Wednesday 18 March 2015

Disappointment

I've had quite a week - partly of my own making. A large part, I think. I've had - am having - the sort of week when I echo the psalmist, repeatedly, "...sin is always before me".

Or, as the Message puts it, "I know how bad I've been; my sins are staring me down."

Staring me down. Shaming me. Filling me with disappointment.

Because here's the thing, the dichotomy: I am a new creation in Christ, I am redeemed, I am bought with a price, I am loved, I am forgiven...and I am sinful. (No point in detailing exactly how - I'm trying not to wallow in the negatives.)

Justified but not yet sanctified.
Considered perfect and blameless - in God's sight, but not yet actually so.

And, as I read the Bible, and try to pray and follow Jesus' teachings and wisdom, I find myself ever falling short of the standard I aim for.

Perfection.

Not possible.

I need to remember that 'a miss is as good as a mile' - in other words, it doesn't matter how much I strive or how close to 'perfection' I get, I STILL DON'T MAKE IT.

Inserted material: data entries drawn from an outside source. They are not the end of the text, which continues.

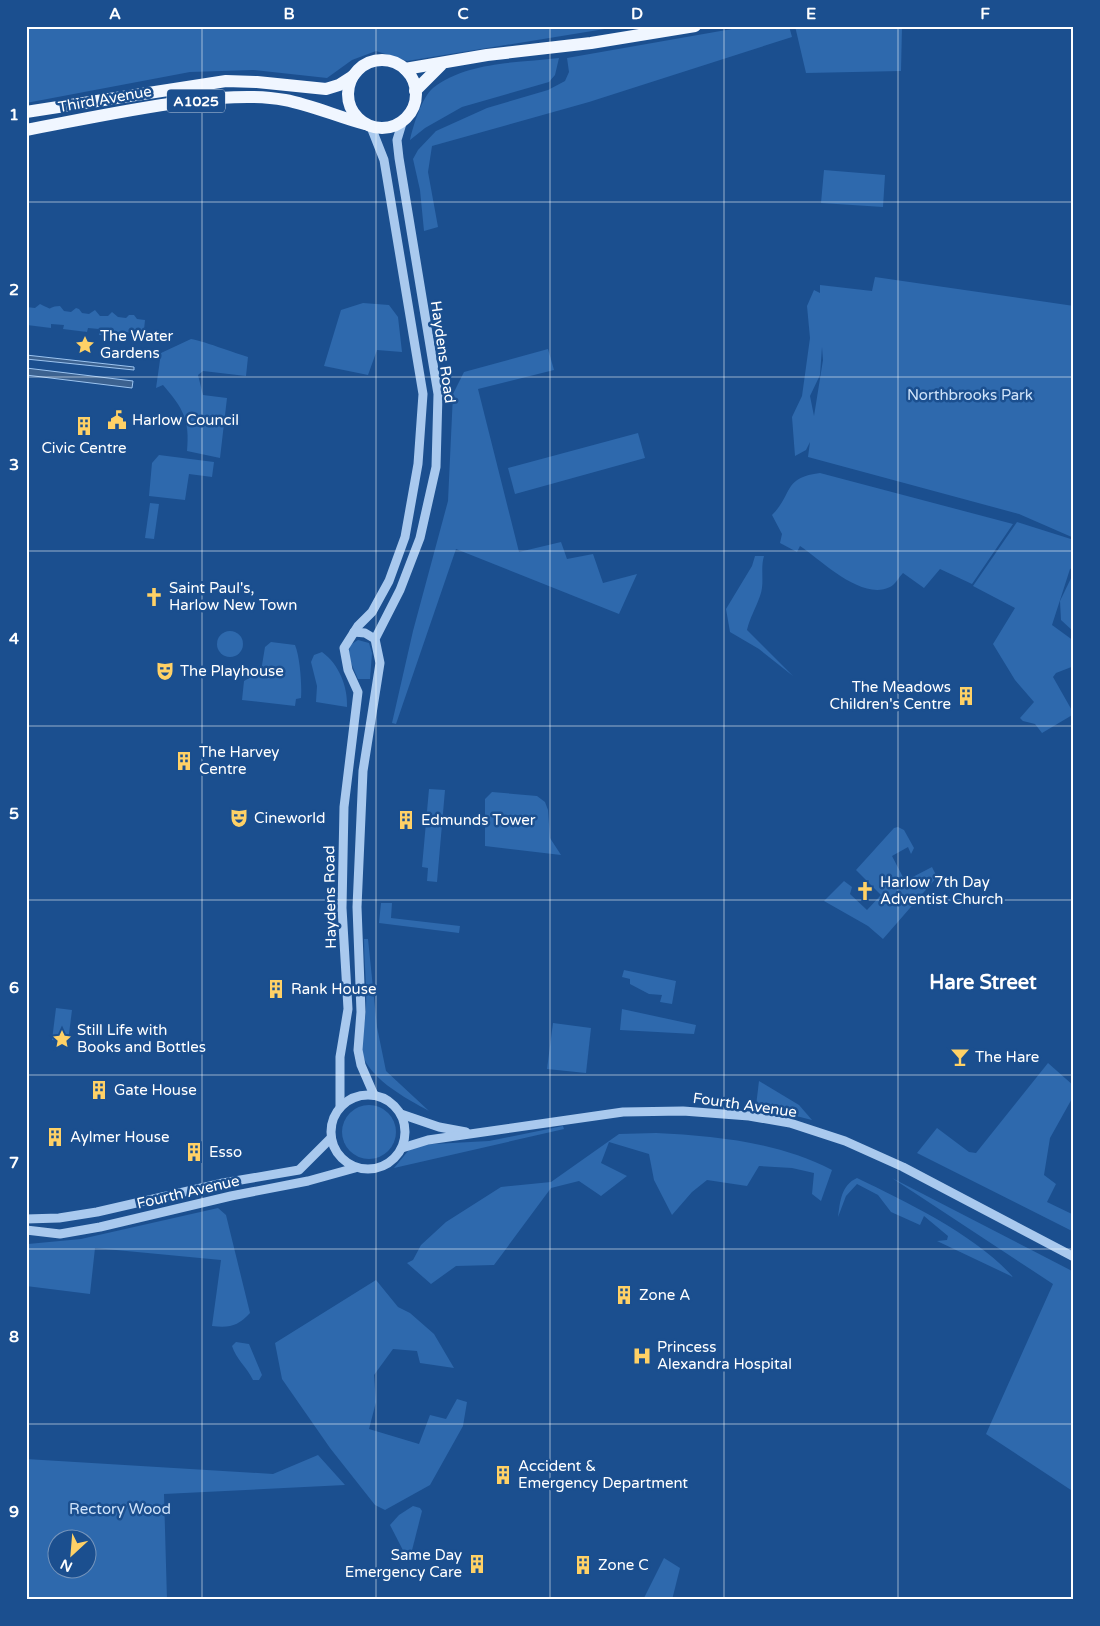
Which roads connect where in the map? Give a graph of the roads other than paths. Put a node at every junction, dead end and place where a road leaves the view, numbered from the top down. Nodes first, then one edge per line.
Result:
1 (696, 26) edge
2 (441, 65) junction
3 (404, 69) junction
4 (353, 76) junction
5 (416, 91) junction
6 (26, 112) edge
7 (403, 120) junction
8 (368, 125) junction
9 (26, 130) edge
10 (433, 368) junction
11 (420, 371) junction
12 (354, 632) junction
13 (375, 639) junction
14 (374, 1095) junction
15 (340, 1107) junction
16 (400, 1114) junction
17 (474, 1133) junction
18 (331, 1138) junction
19 (402, 1148) junction
20 (355, 1168) junction
21 (26, 1219) edge
22 (26, 1230) edge
23 (1074, 1257) edge

1 - 2 main road, A1025
2 - 3 main road, A1025
2 - 5 main road
3 - 4 main road, A1025
3 - 5 main road
4 - 6 main road, Third Avenue / A1025
4 - 8 main road
5 - 7 main road
7 - 8 main road, A1025
7 - 10 street, Haydens Road
8 - 9 main road, Third Avenue / A1025
8 - 11 street, Haydens Road
10 - 11 street
10 - 13 street, Haydens Road
11 - 12 street, Haydens Road
12 - 13 street
12 - 15 street, Haydens Road
13 - 14 street, Haydens Road
14 - 15 street
14 - 16 street
15 - 18 street
16 - 17 street, Fourth Avenue
16 - 19 street
17 - 19 street, Fourth Avenue
17 - 23 street, Fourth Avenue
18 - 20 street
18 - 21 street, Fourth Avenue
19 - 20 street
20 - 22 street, Fourth Avenue

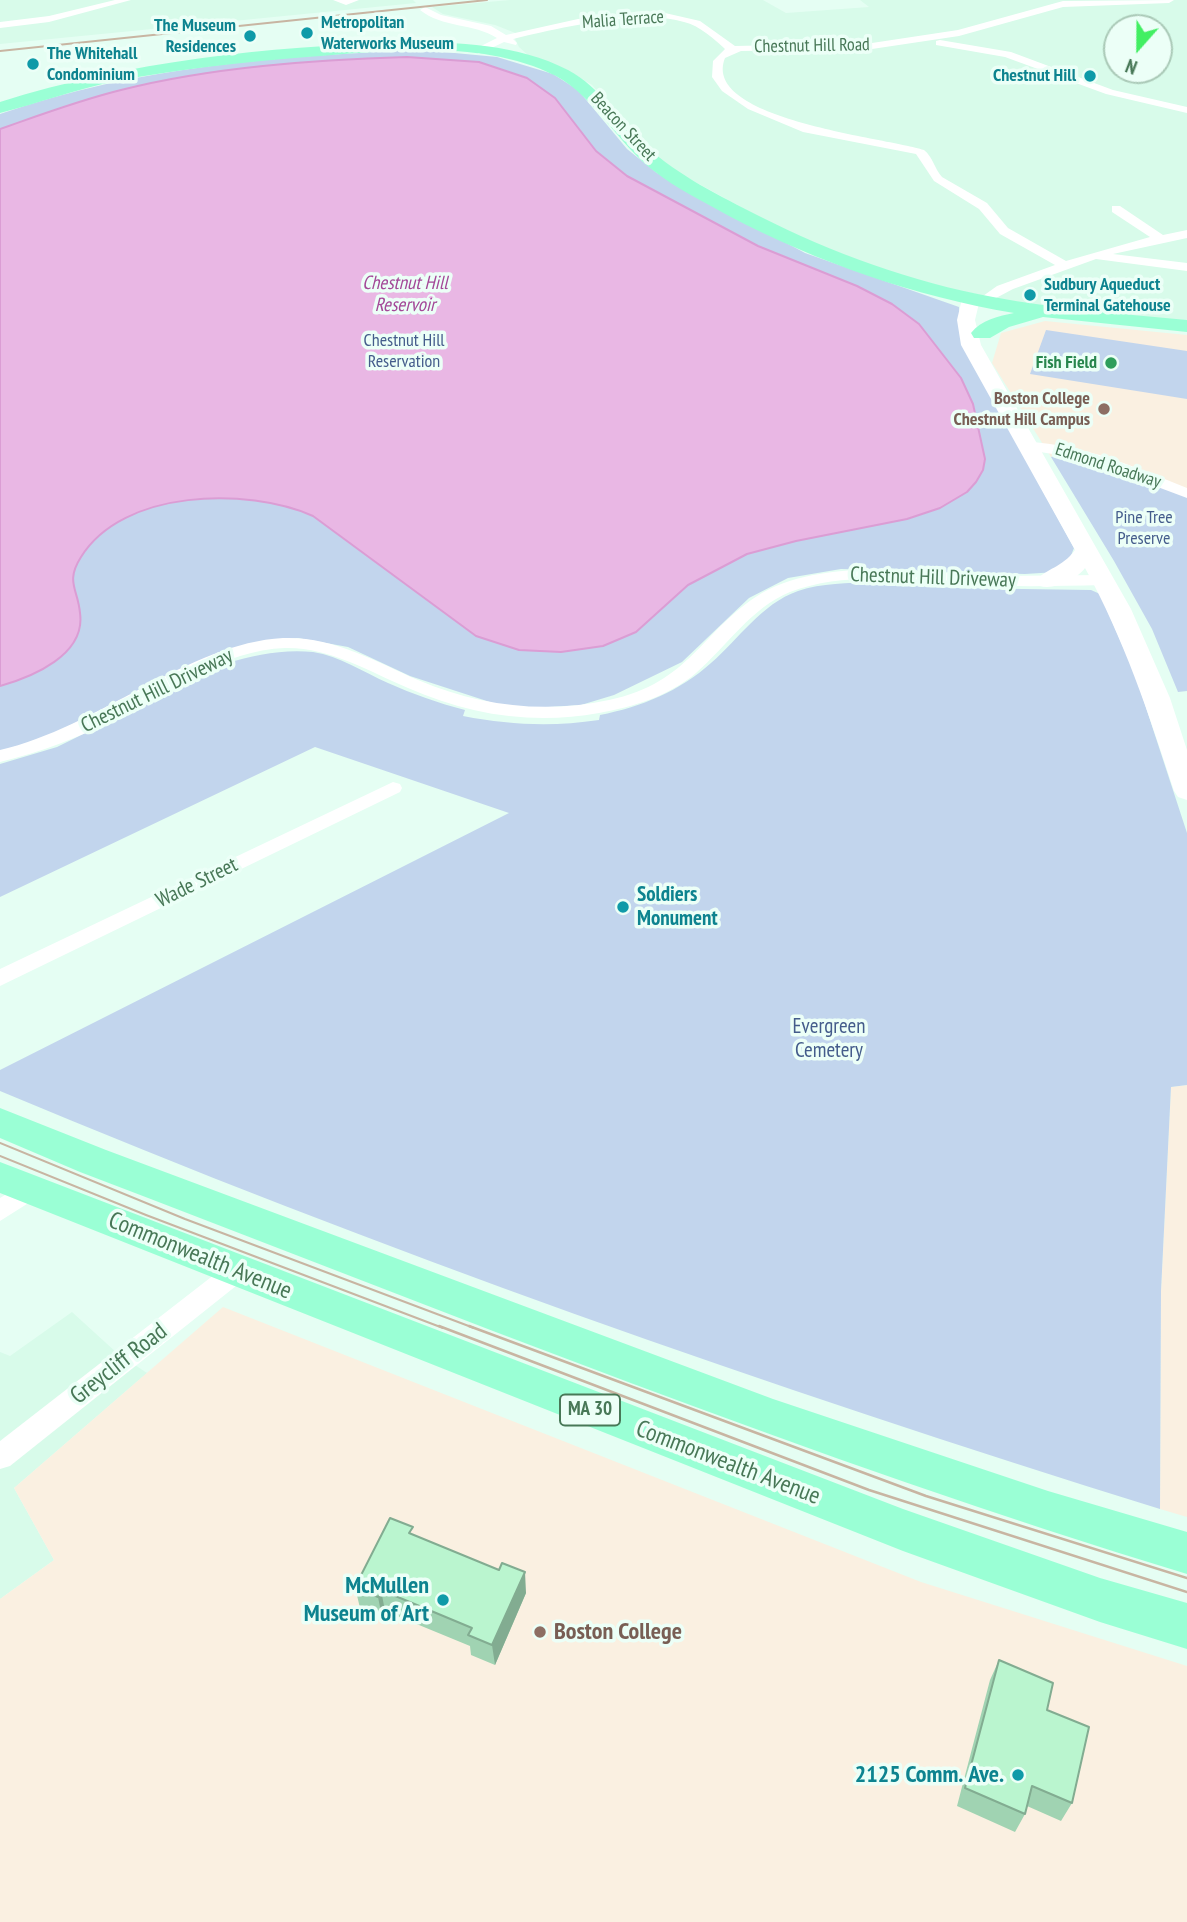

Frustrated? Yes. Disappointed with myself? Definitely. Feel like a failure as a Christian? Tick. Have a sense of shame for 'letting God down'? Tick. Tick. Tick.

And as I pondered the relational mess I was in, partly from my own attitudes, partly from the accusations of others, I realised how ridiculous my thoughts and feelings were.

Frustrated - because I wasn't as good and perfect as I hoped to be. Ridiculous. "Jesus said, “Why are you calling me good? No one is good, only God."

Disappointed? Well, what else do I expect? I am not even near perfect and to think otherwise is self-delusion.

Feeling like a failure? Of course, that is my natural state. All of us - including me -have sinned and fallen short of God's glory. "...we are utterly incapable of living the glorious lives God wills for us."

'Letting God down'?  Am I nuts? Was I ever holding him up? Does he need his reputation defending?
As the Christian rhyme artist, Propaganda, says, quoting Charles Spurgeon: "Trying to prove GOD exists is like defending a lion only He don't need the help. Just unlock the cage."

And so I recognise that I am hugely imperfect but I AM trying my best. And when the attack and difficulties come, I can step back and look more easily at what is happening without seeing it all through the lens of false guilt.

Freeing. Liberating. #gainedperspective

Because though 'my sin is always before me', Jesus has it covered, Literally and liberally, with his huge grace.

#calm #peace #Godlovesme  #Godlovesmyenemiestoo.